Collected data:
+ + +
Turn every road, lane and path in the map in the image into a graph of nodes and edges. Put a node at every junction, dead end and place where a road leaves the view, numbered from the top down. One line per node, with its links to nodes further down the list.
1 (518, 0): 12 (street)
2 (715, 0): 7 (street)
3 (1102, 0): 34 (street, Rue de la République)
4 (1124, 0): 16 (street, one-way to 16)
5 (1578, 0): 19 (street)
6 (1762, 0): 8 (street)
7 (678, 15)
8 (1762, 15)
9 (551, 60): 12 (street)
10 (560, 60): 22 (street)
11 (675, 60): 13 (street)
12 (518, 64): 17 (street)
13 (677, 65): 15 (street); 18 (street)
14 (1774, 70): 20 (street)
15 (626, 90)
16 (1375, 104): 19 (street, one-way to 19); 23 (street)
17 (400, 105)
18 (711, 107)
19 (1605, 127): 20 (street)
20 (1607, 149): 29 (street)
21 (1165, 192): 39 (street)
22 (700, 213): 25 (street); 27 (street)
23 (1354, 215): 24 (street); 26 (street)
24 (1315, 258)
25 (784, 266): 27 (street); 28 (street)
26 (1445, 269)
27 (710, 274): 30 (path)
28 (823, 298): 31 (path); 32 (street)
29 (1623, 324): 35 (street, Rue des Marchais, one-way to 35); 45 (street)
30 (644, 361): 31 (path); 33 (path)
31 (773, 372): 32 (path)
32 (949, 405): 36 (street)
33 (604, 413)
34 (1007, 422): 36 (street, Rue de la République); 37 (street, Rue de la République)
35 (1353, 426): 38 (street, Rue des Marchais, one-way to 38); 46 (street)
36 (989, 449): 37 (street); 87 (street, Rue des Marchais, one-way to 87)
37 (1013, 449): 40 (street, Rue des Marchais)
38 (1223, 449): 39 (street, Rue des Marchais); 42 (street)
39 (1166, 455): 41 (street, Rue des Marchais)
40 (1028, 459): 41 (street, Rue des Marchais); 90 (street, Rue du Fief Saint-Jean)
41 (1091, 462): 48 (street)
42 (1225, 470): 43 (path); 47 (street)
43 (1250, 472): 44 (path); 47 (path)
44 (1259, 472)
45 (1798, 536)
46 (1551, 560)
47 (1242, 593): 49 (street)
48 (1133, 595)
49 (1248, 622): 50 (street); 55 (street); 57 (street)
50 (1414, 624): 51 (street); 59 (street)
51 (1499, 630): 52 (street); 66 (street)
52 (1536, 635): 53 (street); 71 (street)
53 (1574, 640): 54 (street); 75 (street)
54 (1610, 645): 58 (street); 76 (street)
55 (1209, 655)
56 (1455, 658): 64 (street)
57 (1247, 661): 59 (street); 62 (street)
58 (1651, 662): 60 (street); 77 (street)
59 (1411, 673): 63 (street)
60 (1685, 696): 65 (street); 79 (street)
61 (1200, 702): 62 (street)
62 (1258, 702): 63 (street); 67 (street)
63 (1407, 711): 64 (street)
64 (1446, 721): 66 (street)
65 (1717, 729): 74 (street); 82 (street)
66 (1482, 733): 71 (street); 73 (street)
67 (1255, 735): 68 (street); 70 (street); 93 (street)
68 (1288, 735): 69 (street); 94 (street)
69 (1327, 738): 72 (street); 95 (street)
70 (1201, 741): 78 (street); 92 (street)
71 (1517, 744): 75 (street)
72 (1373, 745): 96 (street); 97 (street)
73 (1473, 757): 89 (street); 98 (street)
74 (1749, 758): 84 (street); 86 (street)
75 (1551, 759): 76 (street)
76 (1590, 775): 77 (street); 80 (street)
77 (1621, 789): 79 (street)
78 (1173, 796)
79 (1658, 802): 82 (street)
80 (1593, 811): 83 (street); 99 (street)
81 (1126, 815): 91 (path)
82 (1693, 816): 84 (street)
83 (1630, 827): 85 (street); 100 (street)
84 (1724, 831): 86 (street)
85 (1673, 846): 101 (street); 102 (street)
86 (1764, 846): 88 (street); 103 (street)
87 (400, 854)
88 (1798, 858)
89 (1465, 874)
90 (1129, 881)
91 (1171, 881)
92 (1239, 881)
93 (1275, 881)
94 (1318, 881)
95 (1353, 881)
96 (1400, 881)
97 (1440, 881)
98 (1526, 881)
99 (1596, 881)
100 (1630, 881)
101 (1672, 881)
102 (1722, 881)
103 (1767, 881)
+ + +
Return only the number of lines in the data that contain "République".

◆ Solution to this exercise
2